[Dataset records]
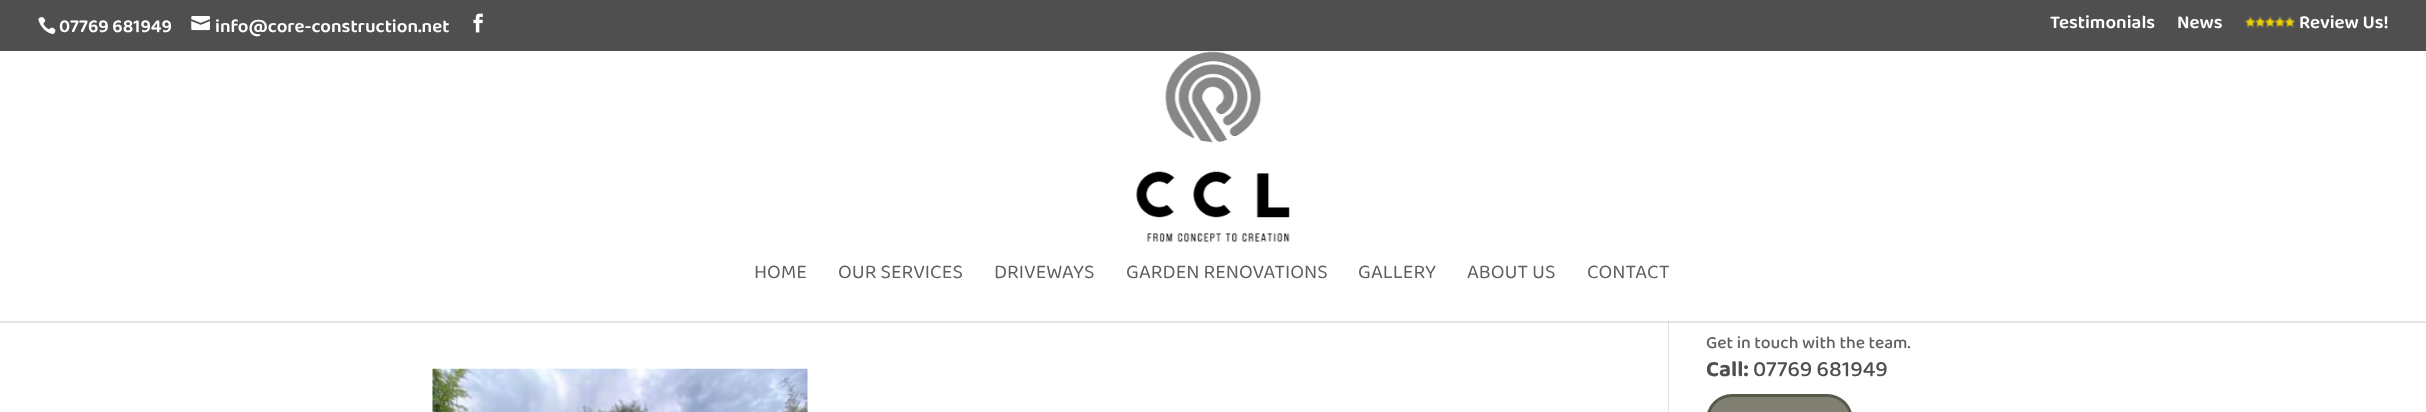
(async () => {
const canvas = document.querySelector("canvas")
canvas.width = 2426
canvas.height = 412
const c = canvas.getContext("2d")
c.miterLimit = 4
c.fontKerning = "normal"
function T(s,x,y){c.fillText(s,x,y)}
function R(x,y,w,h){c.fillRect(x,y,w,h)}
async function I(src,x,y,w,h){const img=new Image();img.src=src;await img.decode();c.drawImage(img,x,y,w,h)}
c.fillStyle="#fff"
R(0,0,2426,412)
c.fillStyle="#4f4f4f"
R(0,0,2426,51)
await I("1.png",38,17,18,18)
c.font="600 18.75px 'Baloo 2'"
c.fillStyle="#fff"
T("07769 681949",59,32)
await I("2.png",191,16,19,15)
T("info@core-construction.net",215,32)
await I("3.png",473,13,10,20)
T("Testimonials",2050,28)
T("News",2177,28)
await I("4.png",2245,16,50,12)
T("Review Us!",2299,28)
c.fillStyle="#e2e2e2"
R(1668,321,1,91)
c.fillStyle="#0000001a"
R(0,321,2426,2)
await I("5.png",1136,51,154,191)
c.font="20px 'Baloo 2'"
c.fillStyle="#606060"
T("HOME",754,278)
T("OUR SERVICES",838,278)
T("DRIVEWAYS",994,278)
T("GARDEN RENOVATIONS",1126,278)
T("GALLERY",1358,278)
T("ABOUT US",1467,278)
T("CONTACT",1587,278)
c.font="500 17.5px 'Baloo 2'"
T("Get in touch with the team.",1706,348)
c.font="bold 22.5px 'Baloo 2'"
c.fillStyle="#4f4f4f"
T("Call:",1706,376)
c.font="500 22.5px 'Baloo 2'"
T("07769 681949",1753,376)
c.fillStyle="#7f8072"
c.beginPath()
c.roundRect(1707.5,395.5,144,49,29.5)
c.fill()
c.strokeStyle="#585948"
c.lineWidth=3
c.stroke()
await I("6.png",432,368,376,44)
})()
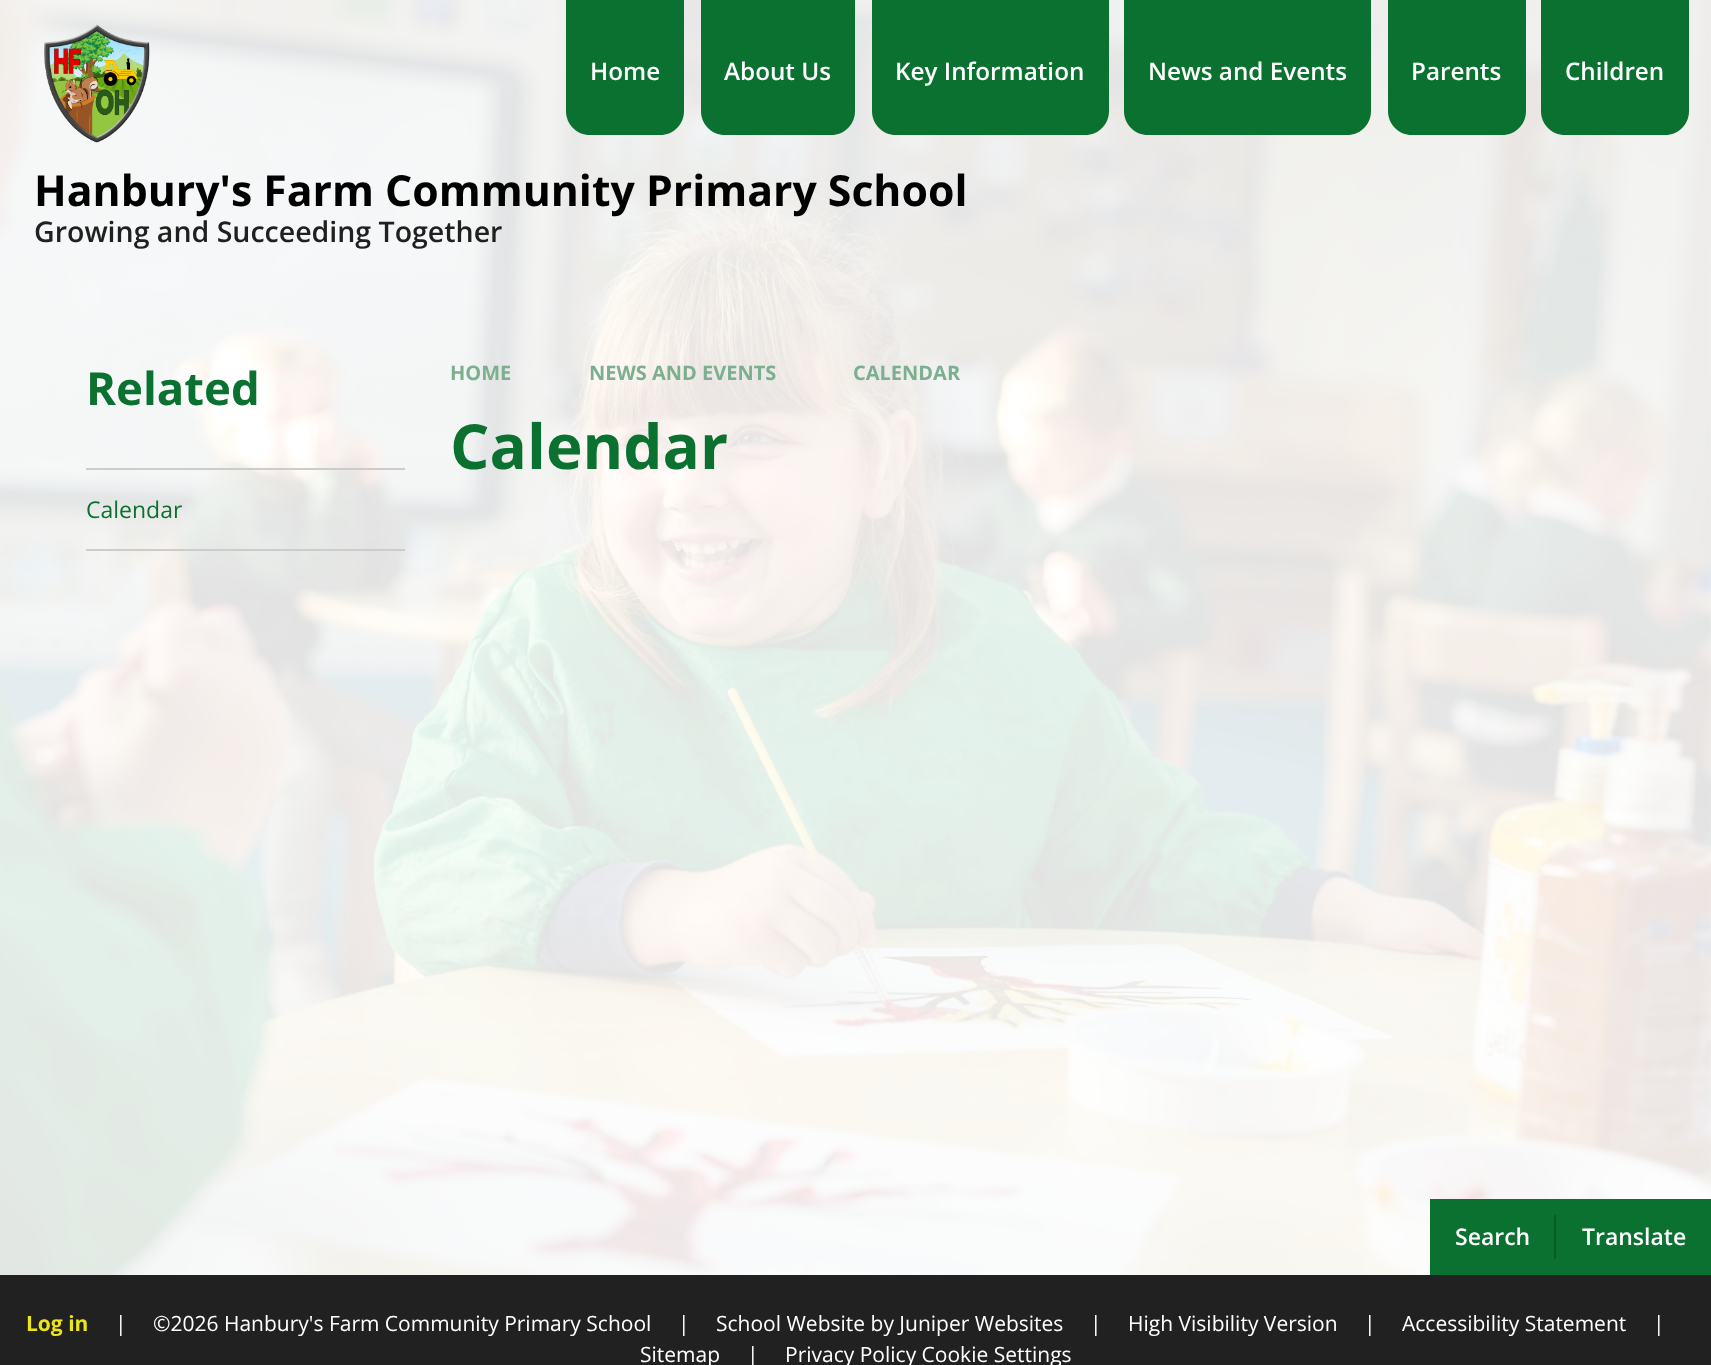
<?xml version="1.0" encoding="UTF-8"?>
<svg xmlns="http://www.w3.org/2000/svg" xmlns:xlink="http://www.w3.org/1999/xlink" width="1711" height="1365">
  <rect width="100%" height="100%" fill="#ffffff" />
  <image x="0" y="0" width="1711" height="1275" xlink:href="image1.png" />
  <rect width="1711" height="270" fill="#ffffff" fill-opacity="0.89" />
  <path d="M 566 0 h 118 v 111 c 0 13.5 -10.5 24 -24 24 h -70 c -13.5 0 -24 -10.5 -24 -24 z" fill="#0b7130" />
  <path d="M 701 0 h 154 v 111 c 0 13.5 -10.5 24 -24 24 h -106 c -13.5 0 -24 -10.5 -24 -24 z" fill="#0b7130" />
  <path d="M 872 0 h 237 v 111 c 0 13.5 -10.5 24 -24 24 h -189 c -13.5 0 -24 -10.5 -24 -24 z" fill="#0b7130" />
  <path d="M 1124 0 h 247 v 111 c 0 13.5 -10.5 24 -24 24 h -199 c -13.5 0 -24 -10.5 -24 -24 z" fill="#0b7130" />
  <path d="M 1388 0 h 138 v 111 c 0 13.5 -10.5 24 -24 24 h -90 c -13.5 0 -24 -10.5 -24 -24 z" fill="#0b7130" />
  <path d="M 1541 0 h 148 v 111 c 0 13.5 -10.5 24 -24 24 h -100 c -13.5 0 -24 -10.5 -24 -24 z" fill="#0b7130" />
  <image x="44" y="24" width="106" height="119" xlink:href="image2.png" />
  <rect y="270" width="1711" height="1005" fill="#ffffff" fill-opacity="0.89" />
  <rect x="86" y="468" width="319" height="2" fill="#cccccc" />
  <rect x="86" y="549" width="319" height="2" fill="#cccccc" />
  <rect x="1430" y="1199" width="281" height="76" fill="#0b7130" />
  <rect x="1554" y="1215" width="2" height="44" fill="#095a26" />
  <rect y="1275" width="1711" height="90" fill="#212121" />
  <text x="590" y="80" style="font-family: Open Sans; font-size: 24.25px; font-weight: 600; fill: #ffffff">Home</text>
  <text x="724" y="80" style="font-family: Open Sans; font-size: 24.25px; font-weight: 600; fill: #ffffff">About Us</text>
  <text x="895" y="80" style="font-family: Open Sans; font-size: 24.25px; font-weight: 600; fill: #ffffff">Key Information</text>
  <text x="1148" y="80" style="font-family: Open Sans; font-size: 24.25px; font-weight: 600; fill: #ffffff">News and Events</text>
  <text x="1411" y="80" style="font-family: Open Sans; font-size: 24.25px; font-weight: 600; fill: #ffffff">Parents</text>
  <text x="1565" y="80" style="font-family: Open Sans; font-size: 24.25px; font-weight: 600; fill: #ffffff">Children</text>
  <text x="34" y="206" style="font-family: Open Sans; font-size: 42.75px; font-weight: bold; fill: #000000">Hanbury's Farm Community Primary School</text>
  <text x="34" y="242" style="font-family: Open Sans; font-size: 28.5px; font-weight: 600; fill: #202020">Growing and Succeeding Together</text>
  <text x="86" y="405" style="font-family: Open Sans; font-size: 45.5px; font-weight: bold; fill: #0b7130">Related</text>
  <text x="86" y="518" style="font-family: Open Sans; font-size: 23px; fill: #0b7130">Calendar</text>
  <text x="450" y="380" style="font-family: Open Sans; font-size: 20px; font-weight: bold; fill: #7baf8f">HOME</text>
  <text x="589" y="380" style="font-family: Open Sans; font-size: 20px; font-weight: bold; fill: #7baf8f">NEWS AND EVENTS</text>
  <text x="853" y="380" style="font-family: Open Sans; font-size: 20px; font-weight: bold; fill: #7baf8f">CALENDAR</text>
  <text x="450" y="469" style="font-family: Open Sans; font-size: 62px; font-weight: bold; fill: #0b7130">Calendar</text>
  <text x="1455" y="1245" style="font-family: Open Sans; font-size: 23px; font-weight: 600; fill: #ffffff">Search</text>
  <text x="1582" y="1245" style="font-family: Open Sans; font-size: 23px; font-weight: 600; fill: #ffffff">Translate</text>
  <text x="26" y="1331" style="font-family: Open Sans; font-size: 21px; font-weight: bold; fill: #ece517">Log in</text>
  <text x="115" y="1331" style="font-family: Open Sans; font-size: 21px; fill: #ffffff">|</text>
  <text x="153" y="1331" style="font-family: Open Sans; font-size: 21px; fill: #ffffff">©2026 Hanbury's Farm Community Primary School</text>
  <text x="678" y="1331" style="font-family: Open Sans; font-size: 21px; fill: #ffffff">|</text>
  <text x="716" y="1331" style="font-family: Open Sans; font-size: 21px; fill: #ffffff">School Website by Juniper Websites</text>
  <text x="1090" y="1331" style="font-family: Open Sans; font-size: 21px; fill: #ffffff">|</text>
  <text x="1128" y="1331" style="font-family: Open Sans; font-size: 21px; fill: #ffffff">High Visibility Version</text>
  <text x="1364" y="1331" style="font-family: Open Sans; font-size: 21px; fill: #ffffff">|</text>
  <text x="1402" y="1331" style="font-family: Open Sans; font-size: 21px; fill: #ffffff">Accessibility Statement</text>
  <text x="1653" y="1331" style="font-family: Open Sans; font-size: 21px; fill: #ffffff">|</text>
  <text x="640" y="1362" style="font-family: Open Sans; font-size: 21px; fill: #ffffff">Sitemap</text>
  <text x="747" y="1362" style="font-family: Open Sans; font-size: 21px; fill: #ffffff">|</text>
  <text x="785" y="1362" style="font-family: Open Sans; font-size: 21px; fill: #ffffff">Privacy Policy Cookie Settings</text>
</svg>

_Exercise description_
Begin at the first line of the entries and stop after the line holding "-70 c -13.5"; repeat those lines exactly, but not the pictures.

_Exercise output_
(async () => {
const canvas = document.querySelector("canvas")
canvas.width = 2426
canvas.height = 412
const c = canvas.getContext("2d")
c.miterLimit = 4
c.fontKerning = "normal"
function T(s,x,y){c.fillText(s,x,y)}
function R(x,y,w,h){c.fillRect(x,y,w,h)}
async function I(src,x,y,w,h){const img=new Image();img.src=src;await img.decode();c.drawImage(img,x,y,w,h)}
c.fillStyle="#fff"
R(0,0,2426,412)
c.fillStyle="#4f4f4f"
R(0,0,2426,51)
await I("1.png",38,17,18,18)
c.font="600 18.75px 'Baloo 2'"
c.fillStyle="#fff"
T("07769 681949",59,32)
await I("2.png",191,16,19,15)
T("info@core-construction.net",215,32)
await I("3.png",473,13,10,20)
T("Testimonials",2050,28)
T("News",2177,28)
await I("4.png",2245,16,50,12)
T("Review Us!",2299,28)
c.fillStyle="#e2e2e2"
R(1668,321,1,91)
c.fillStyle="#0000001a"
R(0,321,2426,2)
await I("5.png",1136,51,154,191)
c.font="20px 'Baloo 2'"
c.fillStyle="#606060"
T("HOME",754,278)
T("OUR SERVICES",838,278)
T("DRIVEWAYS",994,278)
T("GARDEN RENOVATIONS",1126,278)
T("GALLERY",1358,278)
T("ABOUT US",1467,278)
T("CONTACT",1587,278)
c.font="500 17.5px 'Baloo 2'"
T("Get in touch with the team.",1706,348)
c.font="bold 22.5px 'Baloo 2'"
c.fillStyle="#4f4f4f"
T("Call:",1706,376)
c.font="500 22.5px 'Baloo 2'"
T("07769 681949",1753,376)
c.fillStyle="#7f8072"
c.beginPath()
c.roundRect(1707.5,395.5,144,49,29.5)
c.fill()
c.strokeStyle="#585948"
c.lineWidth=3
c.stroke()
await I("6.png",432,368,376,44)
})()
<?xml version="1.0" encoding="UTF-8"?>
<svg xmlns="http://www.w3.org/2000/svg" xmlns:xlink="http://www.w3.org/1999/xlink" width="1711" height="1365">
  <rect width="100%" height="100%" fill="#ffffff" />
  <image x="0" y="0" width="1711" height="1275" xlink:href="image1.png" />
  <rect width="1711" height="270" fill="#ffffff" fill-opacity="0.89" />
  <path d="M 566 0 h 118 v 111 c 0 13.5 -10.5 24 -24 24 h -70 c -13.5 0 -24 -10.5 -24 -24 z" fill="#0b7130" />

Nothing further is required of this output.